Le bulldozer blindé est une arme essentielle, qui a contribué au génie militaire. Mais grâce à l’esprit novateur du Technion, celui-ci peut se glorifier d’être le pionnier du bulldozer sans pilote, l’armée israélienne peut démolir des constructions servant à la production ou au stockage d’armes utilisées par les terroristes. Comme Yaakov Katz, correspondant au Jerusalem Post pour les affaires militaires l’a rapporté : « Le commandement des forces terrestres de Tsahal prévoit de doubler le nombre de bulldozers D9 blindés sans pilote dans l’arsenal de l’unité d’ingénierie après que le véhicule ait fourni des résultats exceptionnels lors de l’opération Plomb durci dans La Bande de Gaza en janvier 2009″>Article original ».

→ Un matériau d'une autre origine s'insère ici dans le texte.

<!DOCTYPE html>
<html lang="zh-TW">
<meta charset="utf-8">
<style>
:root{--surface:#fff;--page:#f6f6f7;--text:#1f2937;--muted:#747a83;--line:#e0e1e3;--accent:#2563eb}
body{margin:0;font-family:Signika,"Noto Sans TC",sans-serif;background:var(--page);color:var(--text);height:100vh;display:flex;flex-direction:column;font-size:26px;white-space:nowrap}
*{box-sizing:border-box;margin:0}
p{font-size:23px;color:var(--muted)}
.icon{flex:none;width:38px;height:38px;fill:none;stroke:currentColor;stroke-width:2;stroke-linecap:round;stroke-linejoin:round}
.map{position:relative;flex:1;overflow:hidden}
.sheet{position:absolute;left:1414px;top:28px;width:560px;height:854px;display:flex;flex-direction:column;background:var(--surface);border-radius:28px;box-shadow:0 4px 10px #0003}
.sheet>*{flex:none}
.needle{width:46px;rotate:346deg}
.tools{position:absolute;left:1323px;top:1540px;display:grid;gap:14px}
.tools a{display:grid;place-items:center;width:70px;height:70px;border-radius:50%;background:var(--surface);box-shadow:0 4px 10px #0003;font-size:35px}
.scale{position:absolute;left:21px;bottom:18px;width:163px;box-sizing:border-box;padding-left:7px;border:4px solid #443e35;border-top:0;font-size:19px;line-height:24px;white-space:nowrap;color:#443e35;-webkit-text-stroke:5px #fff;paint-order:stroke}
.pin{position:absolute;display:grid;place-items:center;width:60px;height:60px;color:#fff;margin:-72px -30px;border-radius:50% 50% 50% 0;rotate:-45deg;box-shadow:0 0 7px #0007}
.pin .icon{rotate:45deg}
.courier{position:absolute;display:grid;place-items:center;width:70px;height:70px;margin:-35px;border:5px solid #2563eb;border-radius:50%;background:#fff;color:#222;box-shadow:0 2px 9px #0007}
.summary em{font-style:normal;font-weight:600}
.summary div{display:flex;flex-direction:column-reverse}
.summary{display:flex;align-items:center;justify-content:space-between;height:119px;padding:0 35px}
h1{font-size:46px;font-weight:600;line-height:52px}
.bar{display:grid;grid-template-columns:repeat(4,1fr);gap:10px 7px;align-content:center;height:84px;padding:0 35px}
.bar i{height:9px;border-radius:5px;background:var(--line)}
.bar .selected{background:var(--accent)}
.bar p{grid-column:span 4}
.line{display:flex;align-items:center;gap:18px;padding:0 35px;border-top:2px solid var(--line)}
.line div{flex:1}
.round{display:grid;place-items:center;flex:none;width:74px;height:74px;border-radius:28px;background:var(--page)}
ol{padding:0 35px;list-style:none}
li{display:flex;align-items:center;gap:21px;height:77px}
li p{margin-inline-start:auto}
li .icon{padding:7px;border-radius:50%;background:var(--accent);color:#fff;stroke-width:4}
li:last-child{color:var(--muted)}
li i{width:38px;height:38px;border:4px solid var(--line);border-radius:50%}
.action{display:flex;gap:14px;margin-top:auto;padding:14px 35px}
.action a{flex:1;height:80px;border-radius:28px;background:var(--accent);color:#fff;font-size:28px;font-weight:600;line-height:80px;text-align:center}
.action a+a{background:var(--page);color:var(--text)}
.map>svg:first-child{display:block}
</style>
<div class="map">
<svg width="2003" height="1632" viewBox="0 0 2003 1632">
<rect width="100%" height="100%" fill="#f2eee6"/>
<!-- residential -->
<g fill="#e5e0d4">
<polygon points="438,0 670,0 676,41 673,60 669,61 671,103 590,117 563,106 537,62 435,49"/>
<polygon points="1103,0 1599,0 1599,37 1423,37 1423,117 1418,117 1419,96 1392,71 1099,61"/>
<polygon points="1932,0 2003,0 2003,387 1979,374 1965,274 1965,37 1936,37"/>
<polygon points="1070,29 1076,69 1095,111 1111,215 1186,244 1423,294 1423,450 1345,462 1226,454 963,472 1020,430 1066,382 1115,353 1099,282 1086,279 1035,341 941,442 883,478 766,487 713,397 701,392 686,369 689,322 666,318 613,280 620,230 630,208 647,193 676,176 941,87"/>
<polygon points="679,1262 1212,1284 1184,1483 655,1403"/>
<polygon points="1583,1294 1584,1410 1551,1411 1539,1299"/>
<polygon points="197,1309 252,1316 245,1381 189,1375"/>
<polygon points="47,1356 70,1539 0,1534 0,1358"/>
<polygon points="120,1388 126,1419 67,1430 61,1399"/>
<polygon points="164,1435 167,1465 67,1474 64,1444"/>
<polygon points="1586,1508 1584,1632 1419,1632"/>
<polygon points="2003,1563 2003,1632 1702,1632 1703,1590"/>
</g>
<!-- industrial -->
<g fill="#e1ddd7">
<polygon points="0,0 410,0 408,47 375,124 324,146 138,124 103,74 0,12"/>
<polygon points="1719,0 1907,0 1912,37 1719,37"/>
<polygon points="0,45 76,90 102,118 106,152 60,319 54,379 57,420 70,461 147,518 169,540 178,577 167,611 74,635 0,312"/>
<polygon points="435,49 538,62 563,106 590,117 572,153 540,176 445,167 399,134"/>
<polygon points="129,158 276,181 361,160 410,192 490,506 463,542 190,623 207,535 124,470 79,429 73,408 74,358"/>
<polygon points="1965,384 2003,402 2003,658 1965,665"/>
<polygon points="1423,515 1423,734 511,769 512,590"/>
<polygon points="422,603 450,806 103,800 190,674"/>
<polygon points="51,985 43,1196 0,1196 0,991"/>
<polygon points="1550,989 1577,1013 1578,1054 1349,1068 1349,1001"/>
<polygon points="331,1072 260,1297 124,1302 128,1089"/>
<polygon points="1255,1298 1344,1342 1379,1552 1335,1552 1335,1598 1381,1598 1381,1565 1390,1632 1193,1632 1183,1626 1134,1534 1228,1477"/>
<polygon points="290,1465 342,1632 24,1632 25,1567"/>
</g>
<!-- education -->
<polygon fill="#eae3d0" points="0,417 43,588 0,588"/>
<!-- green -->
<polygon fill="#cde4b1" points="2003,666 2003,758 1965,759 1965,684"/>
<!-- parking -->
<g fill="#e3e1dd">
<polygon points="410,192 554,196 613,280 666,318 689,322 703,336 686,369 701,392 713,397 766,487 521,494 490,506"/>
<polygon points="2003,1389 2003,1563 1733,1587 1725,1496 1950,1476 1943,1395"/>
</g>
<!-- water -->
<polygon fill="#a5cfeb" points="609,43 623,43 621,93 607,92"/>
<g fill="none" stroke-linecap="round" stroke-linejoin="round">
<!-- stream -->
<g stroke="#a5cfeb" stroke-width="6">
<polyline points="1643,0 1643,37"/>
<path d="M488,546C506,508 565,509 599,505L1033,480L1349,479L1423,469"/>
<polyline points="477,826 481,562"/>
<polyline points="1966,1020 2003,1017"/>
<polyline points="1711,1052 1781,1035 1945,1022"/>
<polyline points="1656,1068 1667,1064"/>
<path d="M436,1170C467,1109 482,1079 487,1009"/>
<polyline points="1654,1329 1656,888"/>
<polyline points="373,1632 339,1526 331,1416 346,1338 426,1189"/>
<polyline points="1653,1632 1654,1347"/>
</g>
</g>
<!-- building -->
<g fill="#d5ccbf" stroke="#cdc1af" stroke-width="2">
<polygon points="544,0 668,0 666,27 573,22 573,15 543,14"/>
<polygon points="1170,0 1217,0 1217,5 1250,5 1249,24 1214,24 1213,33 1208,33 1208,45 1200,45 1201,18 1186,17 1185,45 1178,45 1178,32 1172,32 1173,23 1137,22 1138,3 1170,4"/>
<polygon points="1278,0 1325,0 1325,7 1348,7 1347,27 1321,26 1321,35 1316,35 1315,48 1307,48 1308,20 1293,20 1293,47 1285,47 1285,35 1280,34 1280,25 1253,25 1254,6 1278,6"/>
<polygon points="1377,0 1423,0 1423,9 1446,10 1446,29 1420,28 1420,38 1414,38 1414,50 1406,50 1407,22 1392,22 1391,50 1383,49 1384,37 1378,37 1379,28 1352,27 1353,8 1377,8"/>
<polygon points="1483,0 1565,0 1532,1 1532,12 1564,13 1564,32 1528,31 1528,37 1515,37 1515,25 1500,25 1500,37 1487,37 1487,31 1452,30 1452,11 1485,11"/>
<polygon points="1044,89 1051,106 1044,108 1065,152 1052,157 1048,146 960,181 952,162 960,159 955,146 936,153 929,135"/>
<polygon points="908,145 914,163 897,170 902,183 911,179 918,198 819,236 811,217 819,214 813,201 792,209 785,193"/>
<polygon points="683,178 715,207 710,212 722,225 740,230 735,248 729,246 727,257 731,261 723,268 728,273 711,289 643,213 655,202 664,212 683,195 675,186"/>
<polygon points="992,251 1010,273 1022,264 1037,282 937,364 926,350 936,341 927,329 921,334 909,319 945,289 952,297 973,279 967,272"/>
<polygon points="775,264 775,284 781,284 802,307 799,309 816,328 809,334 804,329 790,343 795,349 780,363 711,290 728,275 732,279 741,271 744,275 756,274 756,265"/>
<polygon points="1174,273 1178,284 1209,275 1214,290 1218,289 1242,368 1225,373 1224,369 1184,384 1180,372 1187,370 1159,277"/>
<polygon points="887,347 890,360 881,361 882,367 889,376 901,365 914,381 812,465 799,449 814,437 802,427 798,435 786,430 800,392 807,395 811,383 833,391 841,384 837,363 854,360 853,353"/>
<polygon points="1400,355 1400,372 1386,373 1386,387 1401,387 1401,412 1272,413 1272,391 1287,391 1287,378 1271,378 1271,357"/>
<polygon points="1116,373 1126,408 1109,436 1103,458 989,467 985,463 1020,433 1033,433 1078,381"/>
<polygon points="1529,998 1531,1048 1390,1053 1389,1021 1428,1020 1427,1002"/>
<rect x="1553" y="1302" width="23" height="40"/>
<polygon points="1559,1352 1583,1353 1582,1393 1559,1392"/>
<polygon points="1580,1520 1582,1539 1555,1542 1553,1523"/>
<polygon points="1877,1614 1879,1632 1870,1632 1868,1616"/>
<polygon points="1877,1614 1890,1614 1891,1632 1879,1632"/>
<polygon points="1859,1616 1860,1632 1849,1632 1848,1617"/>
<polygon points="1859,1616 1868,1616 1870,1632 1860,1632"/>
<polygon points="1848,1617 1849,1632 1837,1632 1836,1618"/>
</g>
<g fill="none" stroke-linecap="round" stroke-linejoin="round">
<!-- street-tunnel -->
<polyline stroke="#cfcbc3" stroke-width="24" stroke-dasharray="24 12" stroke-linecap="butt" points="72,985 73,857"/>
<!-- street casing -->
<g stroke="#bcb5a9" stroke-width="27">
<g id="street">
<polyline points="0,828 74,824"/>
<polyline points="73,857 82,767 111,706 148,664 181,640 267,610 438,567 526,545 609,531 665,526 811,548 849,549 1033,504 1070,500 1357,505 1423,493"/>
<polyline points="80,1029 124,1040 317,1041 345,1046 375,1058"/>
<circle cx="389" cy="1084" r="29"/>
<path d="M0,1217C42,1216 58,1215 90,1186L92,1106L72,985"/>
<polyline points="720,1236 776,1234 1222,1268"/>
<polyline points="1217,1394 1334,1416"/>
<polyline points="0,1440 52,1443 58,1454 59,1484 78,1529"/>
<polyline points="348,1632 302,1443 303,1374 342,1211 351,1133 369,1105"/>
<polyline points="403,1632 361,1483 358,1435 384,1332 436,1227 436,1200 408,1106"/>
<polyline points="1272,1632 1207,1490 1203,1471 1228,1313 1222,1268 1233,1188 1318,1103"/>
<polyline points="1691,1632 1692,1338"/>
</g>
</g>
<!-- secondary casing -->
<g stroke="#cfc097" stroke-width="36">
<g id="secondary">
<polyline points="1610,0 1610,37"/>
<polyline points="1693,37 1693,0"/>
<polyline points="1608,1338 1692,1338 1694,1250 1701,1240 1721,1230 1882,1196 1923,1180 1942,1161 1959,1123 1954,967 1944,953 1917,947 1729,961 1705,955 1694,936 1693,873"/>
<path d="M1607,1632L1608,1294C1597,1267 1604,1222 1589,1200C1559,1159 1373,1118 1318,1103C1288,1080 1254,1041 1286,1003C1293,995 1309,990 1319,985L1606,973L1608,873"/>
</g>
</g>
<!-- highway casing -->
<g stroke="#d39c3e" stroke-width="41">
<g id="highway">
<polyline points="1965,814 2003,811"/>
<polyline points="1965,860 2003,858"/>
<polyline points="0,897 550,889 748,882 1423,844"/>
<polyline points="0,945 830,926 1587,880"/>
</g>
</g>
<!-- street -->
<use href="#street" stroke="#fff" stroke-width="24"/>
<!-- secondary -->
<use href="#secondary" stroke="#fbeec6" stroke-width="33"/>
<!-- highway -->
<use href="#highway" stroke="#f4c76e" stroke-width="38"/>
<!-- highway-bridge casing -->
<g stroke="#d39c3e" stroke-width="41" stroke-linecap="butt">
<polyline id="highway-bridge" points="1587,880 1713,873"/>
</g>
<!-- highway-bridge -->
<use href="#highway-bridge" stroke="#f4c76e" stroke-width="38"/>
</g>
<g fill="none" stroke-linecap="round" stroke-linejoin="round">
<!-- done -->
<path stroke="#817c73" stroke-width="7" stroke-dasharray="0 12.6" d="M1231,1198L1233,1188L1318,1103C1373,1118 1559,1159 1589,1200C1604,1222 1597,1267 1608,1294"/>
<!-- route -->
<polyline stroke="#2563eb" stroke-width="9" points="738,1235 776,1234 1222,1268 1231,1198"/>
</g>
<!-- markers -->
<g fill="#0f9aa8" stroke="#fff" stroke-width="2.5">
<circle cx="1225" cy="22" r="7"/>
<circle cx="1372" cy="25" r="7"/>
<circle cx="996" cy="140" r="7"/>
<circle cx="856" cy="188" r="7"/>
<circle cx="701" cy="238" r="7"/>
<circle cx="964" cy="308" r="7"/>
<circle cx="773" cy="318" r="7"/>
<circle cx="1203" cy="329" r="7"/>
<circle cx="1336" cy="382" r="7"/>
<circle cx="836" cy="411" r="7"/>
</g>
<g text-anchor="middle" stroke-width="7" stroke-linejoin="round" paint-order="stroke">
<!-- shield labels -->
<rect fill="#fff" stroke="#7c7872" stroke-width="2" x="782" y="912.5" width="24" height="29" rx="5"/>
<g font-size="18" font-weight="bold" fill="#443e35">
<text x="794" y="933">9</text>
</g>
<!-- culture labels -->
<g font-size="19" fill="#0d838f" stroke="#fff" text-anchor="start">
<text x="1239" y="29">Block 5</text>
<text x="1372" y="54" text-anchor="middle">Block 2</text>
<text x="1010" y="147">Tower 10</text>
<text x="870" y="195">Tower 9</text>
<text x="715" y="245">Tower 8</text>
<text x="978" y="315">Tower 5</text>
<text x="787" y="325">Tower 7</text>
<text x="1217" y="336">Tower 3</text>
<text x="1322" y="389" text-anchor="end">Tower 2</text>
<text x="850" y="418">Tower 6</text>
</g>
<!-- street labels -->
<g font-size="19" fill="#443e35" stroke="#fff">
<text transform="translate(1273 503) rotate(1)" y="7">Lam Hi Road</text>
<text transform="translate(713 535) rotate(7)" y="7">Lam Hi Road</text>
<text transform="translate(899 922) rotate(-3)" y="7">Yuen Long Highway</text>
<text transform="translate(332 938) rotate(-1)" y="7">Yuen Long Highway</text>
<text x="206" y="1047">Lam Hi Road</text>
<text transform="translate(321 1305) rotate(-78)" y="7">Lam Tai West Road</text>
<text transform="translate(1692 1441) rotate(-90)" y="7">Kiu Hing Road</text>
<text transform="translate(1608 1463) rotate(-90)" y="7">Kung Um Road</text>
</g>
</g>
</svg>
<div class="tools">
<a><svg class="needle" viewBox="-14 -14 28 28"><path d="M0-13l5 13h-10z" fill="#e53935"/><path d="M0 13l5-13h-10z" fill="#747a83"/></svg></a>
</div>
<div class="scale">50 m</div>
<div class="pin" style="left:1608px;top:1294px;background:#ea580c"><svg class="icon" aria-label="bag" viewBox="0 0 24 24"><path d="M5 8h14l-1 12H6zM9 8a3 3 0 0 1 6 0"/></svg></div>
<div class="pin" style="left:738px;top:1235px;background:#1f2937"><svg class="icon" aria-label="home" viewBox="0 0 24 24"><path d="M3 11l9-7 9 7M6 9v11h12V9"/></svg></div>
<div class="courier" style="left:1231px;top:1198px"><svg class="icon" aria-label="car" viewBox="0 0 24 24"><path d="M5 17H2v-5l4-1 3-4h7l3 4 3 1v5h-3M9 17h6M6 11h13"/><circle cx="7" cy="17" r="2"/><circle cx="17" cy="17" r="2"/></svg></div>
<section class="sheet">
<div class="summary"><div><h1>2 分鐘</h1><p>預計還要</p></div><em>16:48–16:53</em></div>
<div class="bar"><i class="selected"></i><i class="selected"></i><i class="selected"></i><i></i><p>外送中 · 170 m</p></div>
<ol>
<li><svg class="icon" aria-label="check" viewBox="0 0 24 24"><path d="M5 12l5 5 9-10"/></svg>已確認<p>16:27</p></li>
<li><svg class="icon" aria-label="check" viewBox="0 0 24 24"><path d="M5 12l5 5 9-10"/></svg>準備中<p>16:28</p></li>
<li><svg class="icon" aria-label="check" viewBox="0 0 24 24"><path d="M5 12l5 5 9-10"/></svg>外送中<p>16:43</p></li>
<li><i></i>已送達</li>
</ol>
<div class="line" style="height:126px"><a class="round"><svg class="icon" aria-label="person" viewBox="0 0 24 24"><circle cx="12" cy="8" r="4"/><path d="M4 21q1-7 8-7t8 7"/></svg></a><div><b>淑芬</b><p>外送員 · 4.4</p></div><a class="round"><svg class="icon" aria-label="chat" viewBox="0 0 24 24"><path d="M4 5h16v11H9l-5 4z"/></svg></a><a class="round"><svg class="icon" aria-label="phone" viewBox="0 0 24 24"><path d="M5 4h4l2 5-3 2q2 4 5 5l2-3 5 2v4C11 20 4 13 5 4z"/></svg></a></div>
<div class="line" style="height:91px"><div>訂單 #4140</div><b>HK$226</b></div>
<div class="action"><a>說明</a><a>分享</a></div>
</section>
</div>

2 – Le drone « furtif UAV »

Selon le site Web de l’American Technion Society, en 2010 les étudiants du Technion ont conçu « un drone ’furtif» pour voler jusqu’à 2977 km sans ravitaillement. Il peut transporter deux bombes intelligentes’ de 499 kg chacune, et être équipé de différents capteurs (électro-optique, infrarouge et radar) pour permettre le fonctionnement dans l’obscurité et sous toutes conditions climatiques ». L’arme semble être une version sans pilote du B-2 américain « Spirit » connu aussi comme le bombardier furtif.

3 – Le mini-drone « Dragonfly UAV »

Des drones de taille réduite, contrôlables à distance et capables de voler par les fenêtres dans des maisons et des bâtiments pour des opérations délicates d’espionnage, sont la dernière invention de la technologie des drones. Les étudiants du Technion ont récemment conçu un drone de 9 pouces (23cm) de long et d’une envergure de 7,9 pouces (20cm), dans un design rappelant une libellule. « La vitesse de l’avion relativement faible lui permet d’entrer facilement dans les pièces même par de petites fenêtres et de renvoyer des images grâce à un appareil photo miniature, » déclare le site Web de l’American Technion Society.

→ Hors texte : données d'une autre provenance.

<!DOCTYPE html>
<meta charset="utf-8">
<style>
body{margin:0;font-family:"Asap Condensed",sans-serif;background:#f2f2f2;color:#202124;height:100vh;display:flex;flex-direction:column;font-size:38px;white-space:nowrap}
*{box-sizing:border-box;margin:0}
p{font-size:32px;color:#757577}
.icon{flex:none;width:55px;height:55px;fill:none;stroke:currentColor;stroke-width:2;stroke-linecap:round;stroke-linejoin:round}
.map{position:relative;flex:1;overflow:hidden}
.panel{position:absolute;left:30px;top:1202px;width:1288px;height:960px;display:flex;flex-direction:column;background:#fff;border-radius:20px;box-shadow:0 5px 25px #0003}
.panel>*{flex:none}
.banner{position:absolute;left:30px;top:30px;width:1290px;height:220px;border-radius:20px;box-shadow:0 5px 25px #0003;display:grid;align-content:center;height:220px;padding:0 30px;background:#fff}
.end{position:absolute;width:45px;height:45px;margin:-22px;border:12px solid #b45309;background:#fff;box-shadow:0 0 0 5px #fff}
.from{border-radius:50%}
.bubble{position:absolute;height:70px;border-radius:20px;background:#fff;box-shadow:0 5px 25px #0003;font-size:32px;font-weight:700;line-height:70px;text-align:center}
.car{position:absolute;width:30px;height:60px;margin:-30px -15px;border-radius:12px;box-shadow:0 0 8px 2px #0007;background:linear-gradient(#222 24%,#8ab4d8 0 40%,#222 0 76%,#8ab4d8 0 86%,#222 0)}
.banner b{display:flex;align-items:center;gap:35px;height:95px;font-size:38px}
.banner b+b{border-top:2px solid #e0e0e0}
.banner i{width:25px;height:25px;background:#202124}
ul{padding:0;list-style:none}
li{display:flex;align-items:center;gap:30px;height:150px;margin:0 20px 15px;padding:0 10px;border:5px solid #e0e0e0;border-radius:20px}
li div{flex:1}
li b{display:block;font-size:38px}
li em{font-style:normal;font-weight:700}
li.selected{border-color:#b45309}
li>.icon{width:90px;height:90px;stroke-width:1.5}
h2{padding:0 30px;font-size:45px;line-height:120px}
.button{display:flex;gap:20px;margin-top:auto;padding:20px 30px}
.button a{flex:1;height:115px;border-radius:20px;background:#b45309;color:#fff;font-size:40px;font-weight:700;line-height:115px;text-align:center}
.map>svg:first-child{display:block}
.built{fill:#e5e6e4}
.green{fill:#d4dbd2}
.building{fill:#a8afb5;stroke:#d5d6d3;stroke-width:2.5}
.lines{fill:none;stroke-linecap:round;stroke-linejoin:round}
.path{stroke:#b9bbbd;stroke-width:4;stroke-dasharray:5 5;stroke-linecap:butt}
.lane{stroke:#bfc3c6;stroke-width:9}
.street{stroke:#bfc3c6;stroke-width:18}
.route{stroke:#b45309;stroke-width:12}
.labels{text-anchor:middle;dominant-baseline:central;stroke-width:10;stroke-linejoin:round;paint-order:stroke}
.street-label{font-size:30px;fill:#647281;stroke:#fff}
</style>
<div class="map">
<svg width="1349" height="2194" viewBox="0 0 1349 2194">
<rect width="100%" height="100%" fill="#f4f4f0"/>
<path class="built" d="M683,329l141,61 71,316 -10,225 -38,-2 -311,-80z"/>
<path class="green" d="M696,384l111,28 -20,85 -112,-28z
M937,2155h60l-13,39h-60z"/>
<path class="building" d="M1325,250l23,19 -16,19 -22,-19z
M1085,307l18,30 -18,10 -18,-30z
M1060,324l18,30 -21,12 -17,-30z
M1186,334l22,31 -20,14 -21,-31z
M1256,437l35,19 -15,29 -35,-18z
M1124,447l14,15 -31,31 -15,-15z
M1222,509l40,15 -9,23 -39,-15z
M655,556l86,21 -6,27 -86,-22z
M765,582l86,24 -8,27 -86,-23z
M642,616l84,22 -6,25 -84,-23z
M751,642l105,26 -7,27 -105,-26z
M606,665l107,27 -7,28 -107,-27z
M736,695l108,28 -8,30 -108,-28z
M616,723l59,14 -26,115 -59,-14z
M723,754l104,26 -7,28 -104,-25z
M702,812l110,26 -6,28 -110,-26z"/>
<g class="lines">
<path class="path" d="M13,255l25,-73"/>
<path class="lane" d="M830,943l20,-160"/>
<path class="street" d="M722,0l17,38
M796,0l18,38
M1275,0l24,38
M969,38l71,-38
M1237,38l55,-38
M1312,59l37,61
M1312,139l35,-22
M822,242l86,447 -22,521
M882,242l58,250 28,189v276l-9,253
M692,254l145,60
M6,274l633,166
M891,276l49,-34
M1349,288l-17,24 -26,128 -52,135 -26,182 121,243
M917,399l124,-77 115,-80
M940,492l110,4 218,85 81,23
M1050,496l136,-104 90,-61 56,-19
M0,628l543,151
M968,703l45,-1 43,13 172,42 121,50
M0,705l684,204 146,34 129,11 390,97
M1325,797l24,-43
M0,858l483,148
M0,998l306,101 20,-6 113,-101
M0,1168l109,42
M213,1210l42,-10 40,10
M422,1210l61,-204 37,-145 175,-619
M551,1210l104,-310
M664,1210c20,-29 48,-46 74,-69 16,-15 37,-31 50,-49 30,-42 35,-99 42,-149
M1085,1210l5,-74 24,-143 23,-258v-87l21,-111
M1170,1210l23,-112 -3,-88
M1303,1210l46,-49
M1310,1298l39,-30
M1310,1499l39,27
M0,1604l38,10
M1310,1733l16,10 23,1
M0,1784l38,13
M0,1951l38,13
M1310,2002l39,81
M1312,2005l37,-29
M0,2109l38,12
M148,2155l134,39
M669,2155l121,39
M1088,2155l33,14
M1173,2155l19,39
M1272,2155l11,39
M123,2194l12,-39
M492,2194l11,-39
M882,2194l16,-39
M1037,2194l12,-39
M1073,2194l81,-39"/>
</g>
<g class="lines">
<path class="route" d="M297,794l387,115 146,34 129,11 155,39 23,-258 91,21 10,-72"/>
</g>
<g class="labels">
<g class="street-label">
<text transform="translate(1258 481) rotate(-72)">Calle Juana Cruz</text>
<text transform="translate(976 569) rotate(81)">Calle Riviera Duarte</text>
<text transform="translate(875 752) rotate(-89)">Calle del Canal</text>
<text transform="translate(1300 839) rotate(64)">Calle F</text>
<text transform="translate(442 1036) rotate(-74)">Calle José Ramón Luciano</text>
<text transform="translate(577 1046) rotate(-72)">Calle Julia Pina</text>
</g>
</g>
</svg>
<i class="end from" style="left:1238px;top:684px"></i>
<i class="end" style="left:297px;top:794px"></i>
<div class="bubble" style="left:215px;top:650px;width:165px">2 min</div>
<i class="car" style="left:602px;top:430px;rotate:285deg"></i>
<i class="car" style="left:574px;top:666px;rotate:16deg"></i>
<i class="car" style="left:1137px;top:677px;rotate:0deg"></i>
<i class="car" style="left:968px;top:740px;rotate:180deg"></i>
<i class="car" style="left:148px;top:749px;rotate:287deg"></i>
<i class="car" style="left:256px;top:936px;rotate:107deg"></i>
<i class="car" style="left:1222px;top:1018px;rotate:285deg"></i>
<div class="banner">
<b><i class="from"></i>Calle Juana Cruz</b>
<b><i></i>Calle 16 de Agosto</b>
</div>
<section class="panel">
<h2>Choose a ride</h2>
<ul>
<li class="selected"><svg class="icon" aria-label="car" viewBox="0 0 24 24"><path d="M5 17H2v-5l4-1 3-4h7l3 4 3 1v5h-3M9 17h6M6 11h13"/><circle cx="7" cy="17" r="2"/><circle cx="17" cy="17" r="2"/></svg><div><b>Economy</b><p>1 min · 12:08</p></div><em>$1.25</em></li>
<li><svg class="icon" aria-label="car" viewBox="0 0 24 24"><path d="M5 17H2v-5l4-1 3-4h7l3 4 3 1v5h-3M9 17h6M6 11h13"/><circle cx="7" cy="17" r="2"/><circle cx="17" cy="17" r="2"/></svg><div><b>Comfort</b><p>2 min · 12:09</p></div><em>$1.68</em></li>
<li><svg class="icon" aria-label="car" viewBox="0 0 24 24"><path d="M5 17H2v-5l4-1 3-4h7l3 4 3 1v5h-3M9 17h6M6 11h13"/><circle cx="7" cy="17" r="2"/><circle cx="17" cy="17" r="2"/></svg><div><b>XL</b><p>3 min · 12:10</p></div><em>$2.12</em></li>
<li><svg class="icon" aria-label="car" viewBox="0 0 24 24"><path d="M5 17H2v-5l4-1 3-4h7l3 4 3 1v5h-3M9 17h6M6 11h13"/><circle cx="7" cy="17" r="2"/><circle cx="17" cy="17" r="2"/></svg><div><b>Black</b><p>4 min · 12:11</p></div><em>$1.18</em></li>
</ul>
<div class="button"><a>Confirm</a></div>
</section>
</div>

Alors que l’industrie en Amérique est à l’agonie, les villes autrefois industrialisées veulent des projets high-tech en recherche et développement afin de stimuler leur économie à court de liquidités tout en remplissant des centres urbains à l’abandon avec une « knowledge class » jeune et en pleine ascension. Le campus de Cornell-Technion NYC, par ses liens directs avec le complexe militaro-industriel américain, est de nature à promouvoir ces projets.
Toute une génération d’étudiants ambitieux à la recherche de carrières dans les domaines de l’ingénierie et des sciences pourra trouver dans la technologie israélienne matière à faire progresser la haute technologie américaine.